*Exercise prompt*.
Transcribe each entry shown below with no difference from the original.

====== Supplied data ======

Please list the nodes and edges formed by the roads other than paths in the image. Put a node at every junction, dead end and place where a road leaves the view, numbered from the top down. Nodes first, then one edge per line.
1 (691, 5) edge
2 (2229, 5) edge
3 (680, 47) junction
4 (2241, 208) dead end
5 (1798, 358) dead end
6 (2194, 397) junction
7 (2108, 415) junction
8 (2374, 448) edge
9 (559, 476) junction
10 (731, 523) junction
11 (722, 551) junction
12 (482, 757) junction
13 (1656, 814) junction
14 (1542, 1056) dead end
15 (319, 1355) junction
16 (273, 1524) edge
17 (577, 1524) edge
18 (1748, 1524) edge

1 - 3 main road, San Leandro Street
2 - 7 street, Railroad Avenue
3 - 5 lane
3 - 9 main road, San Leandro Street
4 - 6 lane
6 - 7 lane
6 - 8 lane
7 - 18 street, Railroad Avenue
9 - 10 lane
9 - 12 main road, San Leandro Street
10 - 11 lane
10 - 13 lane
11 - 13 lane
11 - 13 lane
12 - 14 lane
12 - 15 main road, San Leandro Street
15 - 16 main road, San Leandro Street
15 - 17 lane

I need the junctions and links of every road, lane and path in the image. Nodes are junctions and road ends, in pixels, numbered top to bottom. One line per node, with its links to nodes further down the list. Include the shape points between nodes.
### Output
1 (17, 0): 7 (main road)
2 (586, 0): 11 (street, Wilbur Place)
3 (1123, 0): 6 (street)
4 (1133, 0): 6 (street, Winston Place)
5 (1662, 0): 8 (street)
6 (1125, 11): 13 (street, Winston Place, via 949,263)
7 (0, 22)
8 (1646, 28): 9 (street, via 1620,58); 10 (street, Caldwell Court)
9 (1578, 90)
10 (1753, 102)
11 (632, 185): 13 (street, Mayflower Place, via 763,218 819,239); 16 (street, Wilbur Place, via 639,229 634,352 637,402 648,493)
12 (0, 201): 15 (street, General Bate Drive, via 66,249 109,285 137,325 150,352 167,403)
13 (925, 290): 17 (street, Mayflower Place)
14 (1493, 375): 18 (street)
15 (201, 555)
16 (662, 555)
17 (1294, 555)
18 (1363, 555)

======

*Answer to the problem*.
Please list the nodes and edges formed by the roads other than paths in the image. Put a node at every junction, dead end and place where a road leaves the view, numbered from the top down. Nodes first, then one edge per line.
1 (691, 5) edge
2 (2229, 5) edge
3 (680, 47) junction
4 (2241, 208) dead end
5 (1798, 358) dead end
6 (2194, 397) junction
7 (2108, 415) junction
8 (2374, 448) edge
9 (559, 476) junction
10 (731, 523) junction
11 (722, 551) junction
12 (482, 757) junction
13 (1656, 814) junction
14 (1542, 1056) dead end
15 (319, 1355) junction
16 (273, 1524) edge
17 (577, 1524) edge
18 (1748, 1524) edge

1 - 3 main road, San Leandro Street
2 - 7 street, Railroad Avenue
3 - 5 lane
3 - 9 main road, San Leandro Street
4 - 6 lane
6 - 7 lane
6 - 8 lane
7 - 18 street, Railroad Avenue
9 - 10 lane
9 - 12 main road, San Leandro Street
10 - 11 lane
10 - 13 lane
11 - 13 lane
11 - 13 lane
12 - 14 lane
12 - 15 main road, San Leandro Street
15 - 16 main road, San Leandro Street
15 - 17 lane

I need the junctions and links of every road, lane and path in the image. Nodes are junctions and road ends, in pixels, numbered top to bottom. One line per node, with its links to nodes further down the list. Include the shape points between nodes.
### Output
1 (17, 0): 7 (main road)
2 (586, 0): 11 (street, Wilbur Place)
3 (1123, 0): 6 (street)
4 (1133, 0): 6 (street, Winston Place)
5 (1662, 0): 8 (street)
6 (1125, 11): 13 (street, Winston Place, via 949,263)
7 (0, 22)
8 (1646, 28): 9 (street, via 1620,58); 10 (street, Caldwell Court)
9 (1578, 90)
10 (1753, 102)
11 (632, 185): 13 (street, Mayflower Place, via 763,218 819,239); 16 (street, Wilbur Place, via 639,229 634,352 637,402 648,493)
12 (0, 201): 15 (street, General Bate Drive, via 66,249 109,285 137,325 150,352 167,403)
13 (925, 290): 17 (street, Mayflower Place)
14 (1493, 375): 18 (street)
15 (201, 555)
16 (662, 555)
17 (1294, 555)
18 (1363, 555)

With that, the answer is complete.